[rabbitmq-discuss] active/active HA cluster appears to be deadlocked

Tue Sep 6 21:26:54 BST 2011

I created a 3 server RabbitMQ v2.6.0 cluster with all queues
configured for "x-ha-policy": "all".  Everything seemed to be working
fine, and then I killed one of the servers (halt).  This is in a
virtualized environment (ec2) so that server is gone.  I wanted to
simulate scenarios where one of the servers failed catastrophically.

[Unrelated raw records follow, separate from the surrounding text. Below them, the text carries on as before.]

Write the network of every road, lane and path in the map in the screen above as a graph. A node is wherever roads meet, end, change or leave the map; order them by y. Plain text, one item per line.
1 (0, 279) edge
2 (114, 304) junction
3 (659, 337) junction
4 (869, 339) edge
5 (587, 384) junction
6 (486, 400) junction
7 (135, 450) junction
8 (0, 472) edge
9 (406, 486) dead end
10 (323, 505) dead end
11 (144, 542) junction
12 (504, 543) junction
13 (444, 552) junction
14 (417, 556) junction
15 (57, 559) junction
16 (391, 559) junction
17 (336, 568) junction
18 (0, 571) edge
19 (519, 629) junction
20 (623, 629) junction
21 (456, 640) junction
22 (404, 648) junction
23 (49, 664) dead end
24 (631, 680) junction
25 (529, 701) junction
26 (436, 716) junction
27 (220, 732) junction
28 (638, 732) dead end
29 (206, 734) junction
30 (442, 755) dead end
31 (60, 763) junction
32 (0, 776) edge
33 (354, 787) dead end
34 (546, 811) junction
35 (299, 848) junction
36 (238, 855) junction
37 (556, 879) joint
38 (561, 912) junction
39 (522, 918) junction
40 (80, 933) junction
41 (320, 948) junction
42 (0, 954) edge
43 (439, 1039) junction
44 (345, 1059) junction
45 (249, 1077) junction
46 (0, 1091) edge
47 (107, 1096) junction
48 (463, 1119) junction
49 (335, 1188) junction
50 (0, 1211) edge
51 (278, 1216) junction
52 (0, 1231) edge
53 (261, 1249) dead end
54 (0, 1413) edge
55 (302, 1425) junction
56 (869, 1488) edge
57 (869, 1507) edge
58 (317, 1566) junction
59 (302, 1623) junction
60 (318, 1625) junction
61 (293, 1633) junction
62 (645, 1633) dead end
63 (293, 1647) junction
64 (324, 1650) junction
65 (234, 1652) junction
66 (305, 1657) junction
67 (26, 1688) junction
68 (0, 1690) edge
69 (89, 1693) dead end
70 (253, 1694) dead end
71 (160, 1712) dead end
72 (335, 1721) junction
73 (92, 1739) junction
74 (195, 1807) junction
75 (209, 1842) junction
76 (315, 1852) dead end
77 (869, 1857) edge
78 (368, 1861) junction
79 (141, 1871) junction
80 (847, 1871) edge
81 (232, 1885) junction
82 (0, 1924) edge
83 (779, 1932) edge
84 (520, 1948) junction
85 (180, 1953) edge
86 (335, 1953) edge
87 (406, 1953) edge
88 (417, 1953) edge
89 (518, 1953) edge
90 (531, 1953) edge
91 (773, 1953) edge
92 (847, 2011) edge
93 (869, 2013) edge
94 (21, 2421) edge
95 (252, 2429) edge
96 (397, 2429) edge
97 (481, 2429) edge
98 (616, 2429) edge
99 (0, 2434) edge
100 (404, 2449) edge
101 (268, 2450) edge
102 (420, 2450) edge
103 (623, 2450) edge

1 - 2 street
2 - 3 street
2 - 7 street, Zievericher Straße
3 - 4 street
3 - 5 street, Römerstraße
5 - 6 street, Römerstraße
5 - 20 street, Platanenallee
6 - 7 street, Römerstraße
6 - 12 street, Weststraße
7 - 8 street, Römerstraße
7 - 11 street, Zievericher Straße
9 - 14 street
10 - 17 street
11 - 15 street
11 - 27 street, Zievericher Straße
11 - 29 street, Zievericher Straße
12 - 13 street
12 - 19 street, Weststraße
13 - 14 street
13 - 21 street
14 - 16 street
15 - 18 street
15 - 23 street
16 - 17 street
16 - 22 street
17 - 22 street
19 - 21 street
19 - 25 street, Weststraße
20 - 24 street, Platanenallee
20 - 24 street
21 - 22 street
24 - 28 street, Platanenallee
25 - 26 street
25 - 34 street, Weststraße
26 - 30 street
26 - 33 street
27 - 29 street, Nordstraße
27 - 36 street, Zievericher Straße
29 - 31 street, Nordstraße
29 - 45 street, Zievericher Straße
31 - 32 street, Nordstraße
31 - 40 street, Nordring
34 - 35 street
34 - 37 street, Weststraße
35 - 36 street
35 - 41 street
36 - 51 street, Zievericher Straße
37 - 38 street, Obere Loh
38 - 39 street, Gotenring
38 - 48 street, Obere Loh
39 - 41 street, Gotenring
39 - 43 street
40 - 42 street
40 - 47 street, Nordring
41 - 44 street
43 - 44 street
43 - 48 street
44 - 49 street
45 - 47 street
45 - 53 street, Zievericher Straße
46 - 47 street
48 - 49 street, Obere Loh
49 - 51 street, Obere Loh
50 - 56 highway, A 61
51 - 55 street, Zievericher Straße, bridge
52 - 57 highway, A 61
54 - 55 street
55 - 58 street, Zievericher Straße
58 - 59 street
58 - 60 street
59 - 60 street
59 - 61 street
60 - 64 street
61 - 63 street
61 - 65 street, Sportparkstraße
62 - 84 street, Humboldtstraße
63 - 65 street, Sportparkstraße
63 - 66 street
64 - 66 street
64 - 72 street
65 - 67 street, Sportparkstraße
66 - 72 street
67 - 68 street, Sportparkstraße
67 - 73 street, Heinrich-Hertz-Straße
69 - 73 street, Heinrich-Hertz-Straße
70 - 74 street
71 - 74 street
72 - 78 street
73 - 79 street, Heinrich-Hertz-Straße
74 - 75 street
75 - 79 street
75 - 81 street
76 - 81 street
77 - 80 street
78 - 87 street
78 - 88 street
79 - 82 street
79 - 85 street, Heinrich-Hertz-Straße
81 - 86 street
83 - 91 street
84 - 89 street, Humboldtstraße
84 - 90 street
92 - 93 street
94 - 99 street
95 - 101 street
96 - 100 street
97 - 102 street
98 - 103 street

The problem is, now my cluster seems to be stuck in some sort of
deadlocked state.  One of my processes *thinks* it posted a message to
the cluster, but I am unable to list_queues to verify this and the
consumer has yet to receive this message.

"rabbitmqctl list_queues" blocks forever and never returns.

"/etc/init.d/rabbitmq-server stop" blocks forever and never actually
shuts down the server.

"rabbitmqctl cluster_status" returns immediately showing me the three
registered nodes with only two listed as running:

Cluster status of node 'rabbit at domU-12-31-39-00-E1-D7' ...
[{nodes,[{disc,['rabbit at ip-10-212-138-134','rabbit at ip-10-90-195-244',
                'rabbit at domU-12-31-39-00-E1-D7']}]},
 {running_nodes,['rabbit at ip-10-212-138-134','rabbit at domU-12-31-39-00-E1-D7']}]
...done.

as you can see, all three nodes were configured as "disk" nodes and
rabbit at ip-10-90-195-244 is no longer running.

So, somehow the cluster seems to be deadlocked.  Since this server
cannot possibly be restored, how do I get out of this state?  Is there
a way I can forcefully tell the rest of the cluster to forget about
the missing server?  I can't find an example of how to do this in the
documentation.

Thanks,
Bryan